_The problem_. Scan the entries for the word "Đường" and return every line that has it.
-- Material for this exercise follows --
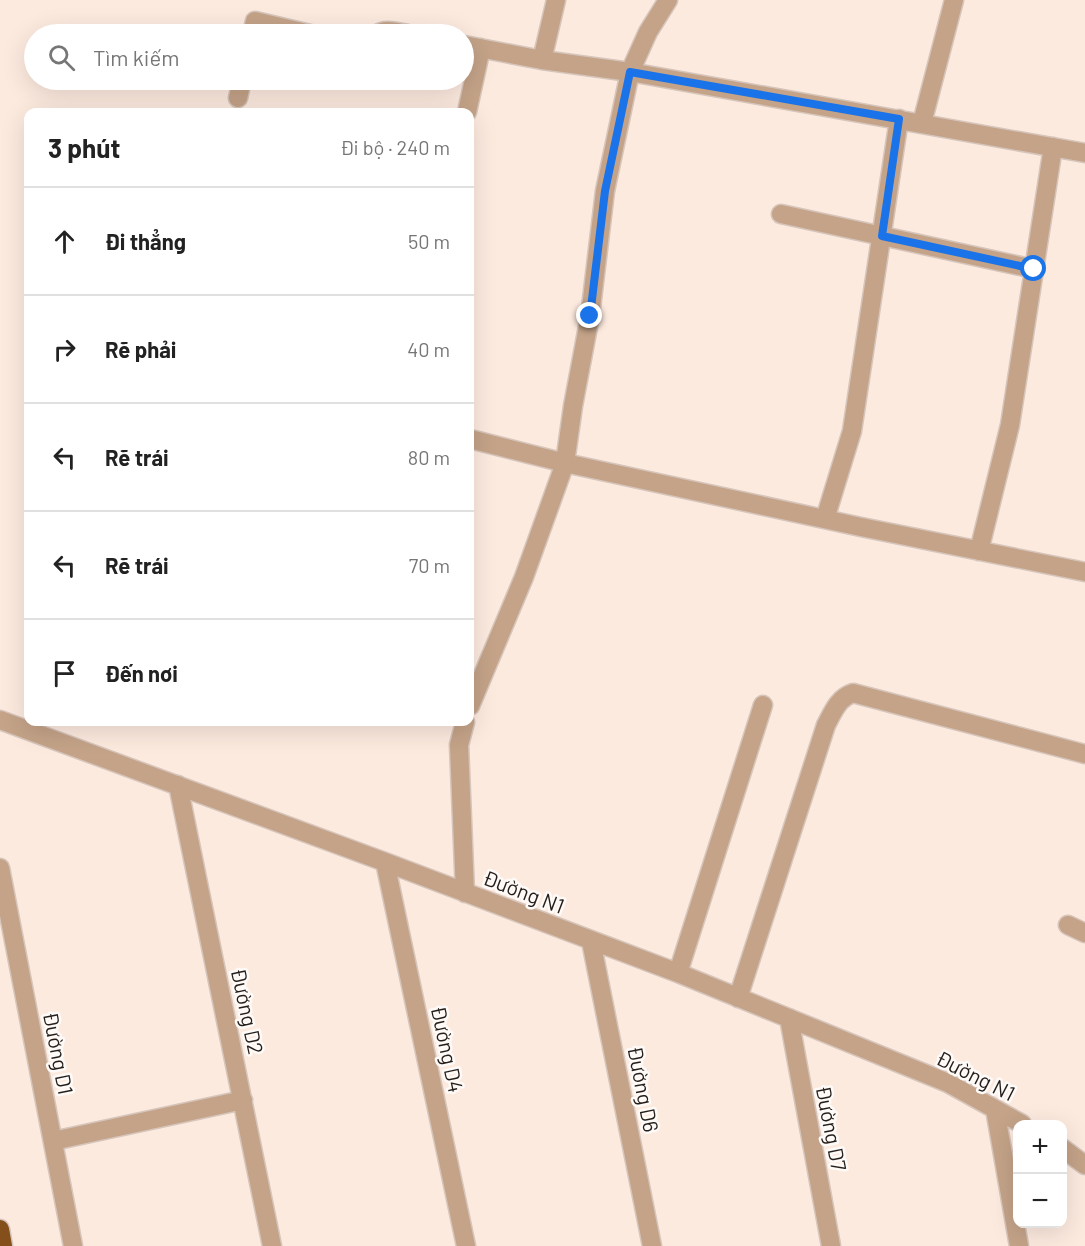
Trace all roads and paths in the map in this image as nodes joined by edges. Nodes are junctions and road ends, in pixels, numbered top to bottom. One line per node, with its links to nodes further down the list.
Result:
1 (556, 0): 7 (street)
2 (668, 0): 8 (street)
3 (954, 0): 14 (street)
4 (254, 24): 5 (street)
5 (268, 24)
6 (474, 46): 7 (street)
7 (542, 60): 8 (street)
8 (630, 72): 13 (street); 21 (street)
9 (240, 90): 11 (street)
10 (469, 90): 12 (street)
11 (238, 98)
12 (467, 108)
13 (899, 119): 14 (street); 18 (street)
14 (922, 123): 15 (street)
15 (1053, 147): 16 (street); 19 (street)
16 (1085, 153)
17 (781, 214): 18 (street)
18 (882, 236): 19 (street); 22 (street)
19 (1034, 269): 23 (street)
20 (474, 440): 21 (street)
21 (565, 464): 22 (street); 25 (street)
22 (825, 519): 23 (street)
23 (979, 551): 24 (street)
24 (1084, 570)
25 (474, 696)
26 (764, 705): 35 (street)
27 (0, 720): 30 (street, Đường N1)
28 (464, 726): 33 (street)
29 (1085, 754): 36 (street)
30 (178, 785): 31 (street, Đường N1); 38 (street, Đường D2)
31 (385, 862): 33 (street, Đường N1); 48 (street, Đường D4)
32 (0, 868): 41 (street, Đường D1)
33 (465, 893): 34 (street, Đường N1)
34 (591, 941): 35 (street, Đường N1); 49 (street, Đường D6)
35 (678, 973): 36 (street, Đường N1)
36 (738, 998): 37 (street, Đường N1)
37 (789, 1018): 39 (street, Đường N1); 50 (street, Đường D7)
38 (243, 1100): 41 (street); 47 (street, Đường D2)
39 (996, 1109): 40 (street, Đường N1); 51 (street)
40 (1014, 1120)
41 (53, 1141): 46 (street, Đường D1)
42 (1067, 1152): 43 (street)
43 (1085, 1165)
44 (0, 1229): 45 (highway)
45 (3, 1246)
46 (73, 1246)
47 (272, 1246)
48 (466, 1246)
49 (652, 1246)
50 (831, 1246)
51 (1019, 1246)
-- Material for this exercise concluded --
_Written solution_.
27 (0, 720): 30 (street, Đường N1)
30 (178, 785): 31 (street, Đường N1); 38 (street, Đường D2)
31 (385, 862): 33 (street, Đường N1); 48 (street, Đường D4)
32 (0, 868): 41 (street, Đường D1)
33 (465, 893): 34 (street, Đường N1)
34 (591, 941): 35 (street, Đường N1); 49 (street, Đường D6)
35 (678, 973): 36 (street, Đường N1)
36 (738, 998): 37 (street, Đường N1)
37 (789, 1018): 39 (street, Đường N1); 50 (street, Đường D7)
38 (243, 1100): 41 (street); 47 (street, Đường D2)
39 (996, 1109): 40 (street, Đường N1); 51 (street)
41 (53, 1141): 46 (street, Đường D1)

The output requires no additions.